Start of Exercise inputs

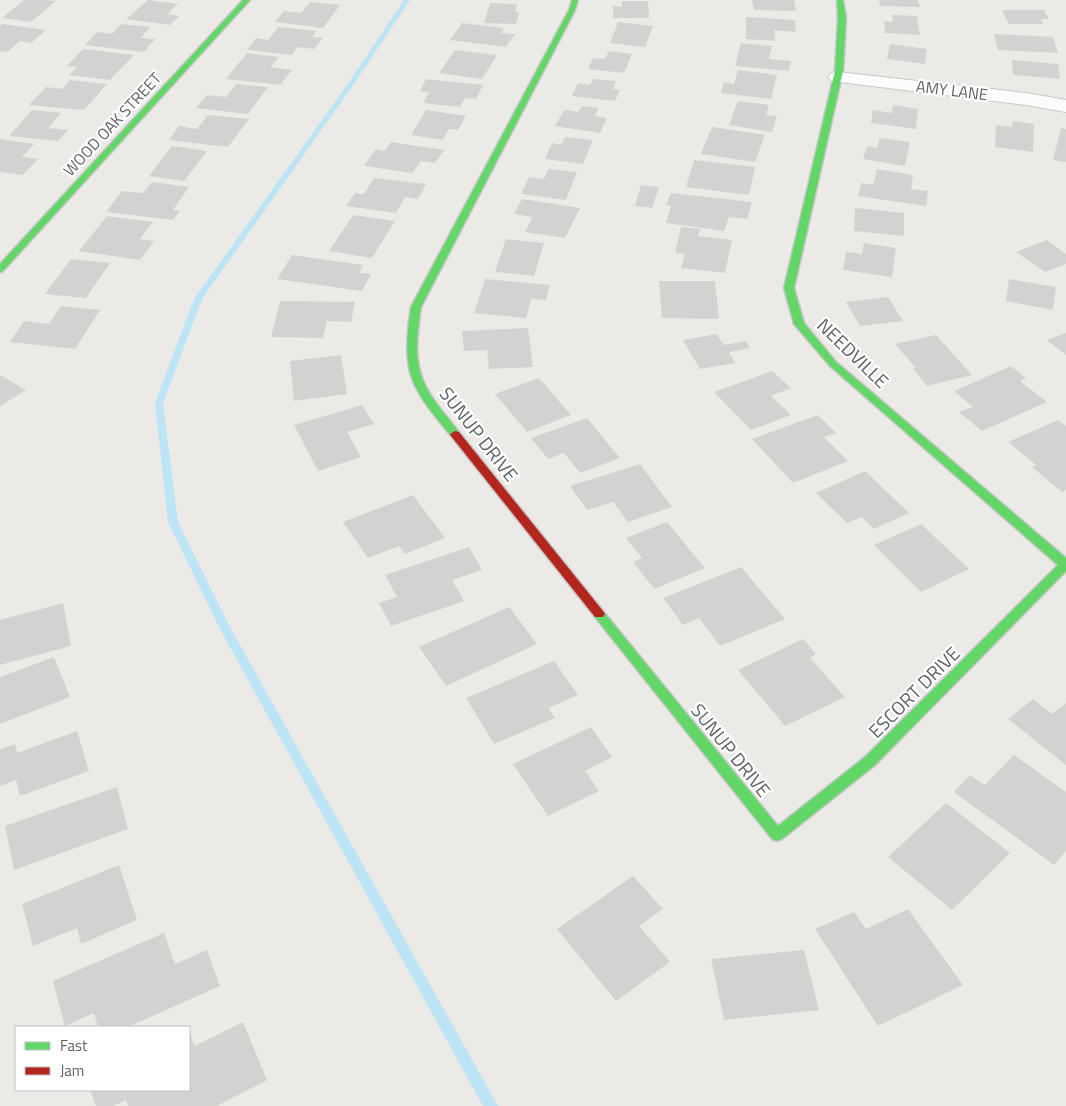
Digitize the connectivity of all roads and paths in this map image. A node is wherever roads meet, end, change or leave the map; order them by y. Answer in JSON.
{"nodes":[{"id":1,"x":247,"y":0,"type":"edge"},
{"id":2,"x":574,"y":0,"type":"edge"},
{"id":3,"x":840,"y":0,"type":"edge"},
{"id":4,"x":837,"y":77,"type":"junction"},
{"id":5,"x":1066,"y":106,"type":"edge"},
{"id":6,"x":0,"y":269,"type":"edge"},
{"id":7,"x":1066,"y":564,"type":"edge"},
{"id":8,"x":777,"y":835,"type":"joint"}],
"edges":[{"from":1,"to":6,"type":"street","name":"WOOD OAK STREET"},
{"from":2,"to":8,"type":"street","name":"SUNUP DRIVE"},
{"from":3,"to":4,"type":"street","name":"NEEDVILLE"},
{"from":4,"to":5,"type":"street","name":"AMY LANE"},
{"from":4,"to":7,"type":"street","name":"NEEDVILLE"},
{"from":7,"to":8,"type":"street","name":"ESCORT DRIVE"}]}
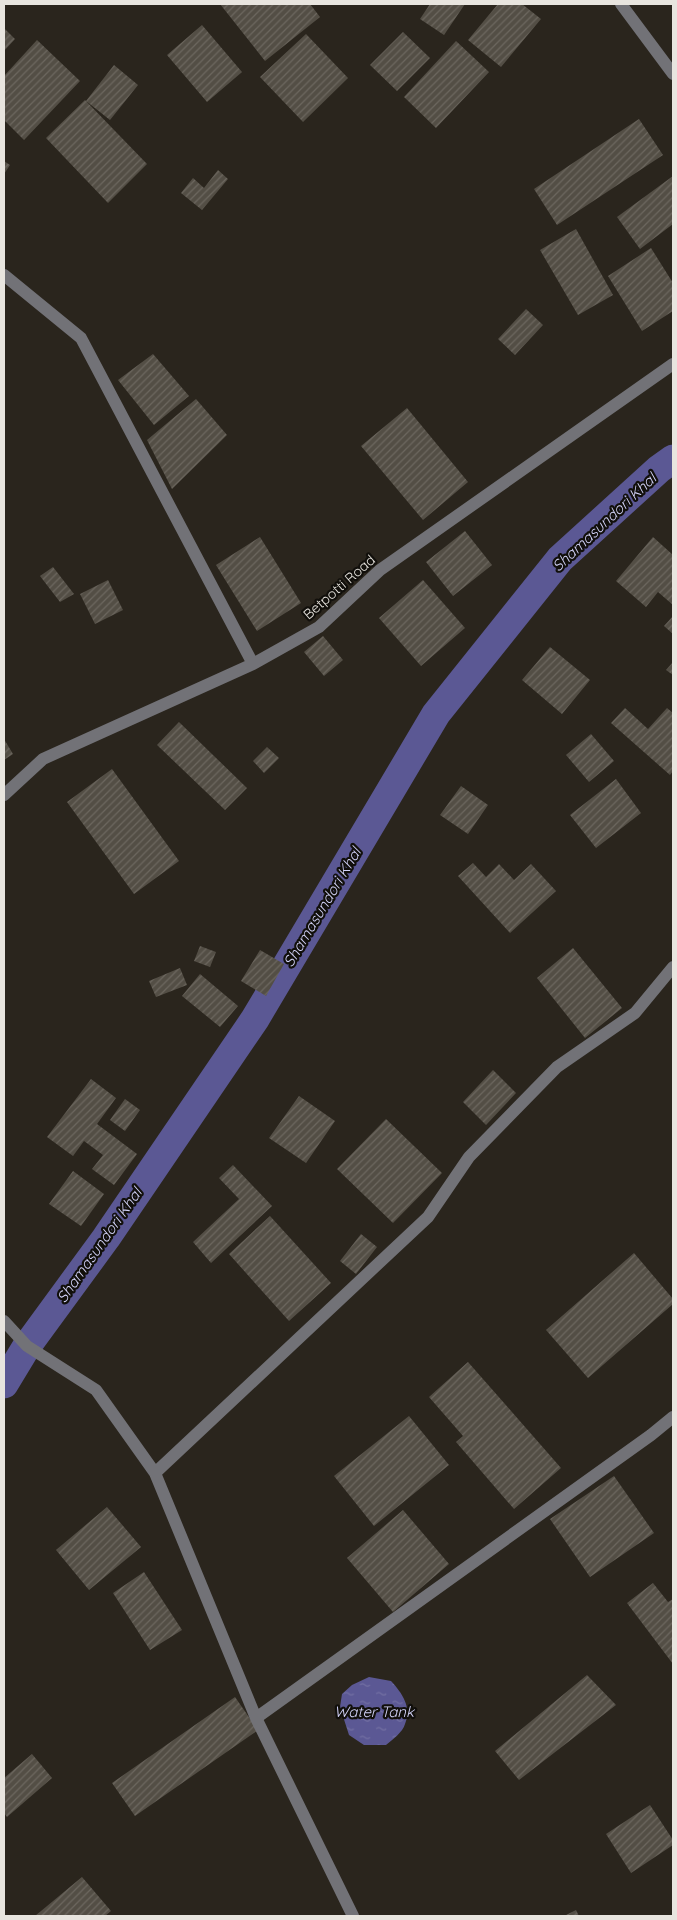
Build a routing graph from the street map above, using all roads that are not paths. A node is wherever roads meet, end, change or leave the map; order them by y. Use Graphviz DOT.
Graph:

End of Exercise inputs

Exercise directions ▸
Working down from the line that contains "Build a routing", retype each line exactly through the last line of the data, and give nothing else.

Completed task ▸
Build a routing graph from the street map above, using all roads that are not paths. A node is wherever roads meet, end, change or leave the map; order them by y. Use Graphviz DOT.
Graph:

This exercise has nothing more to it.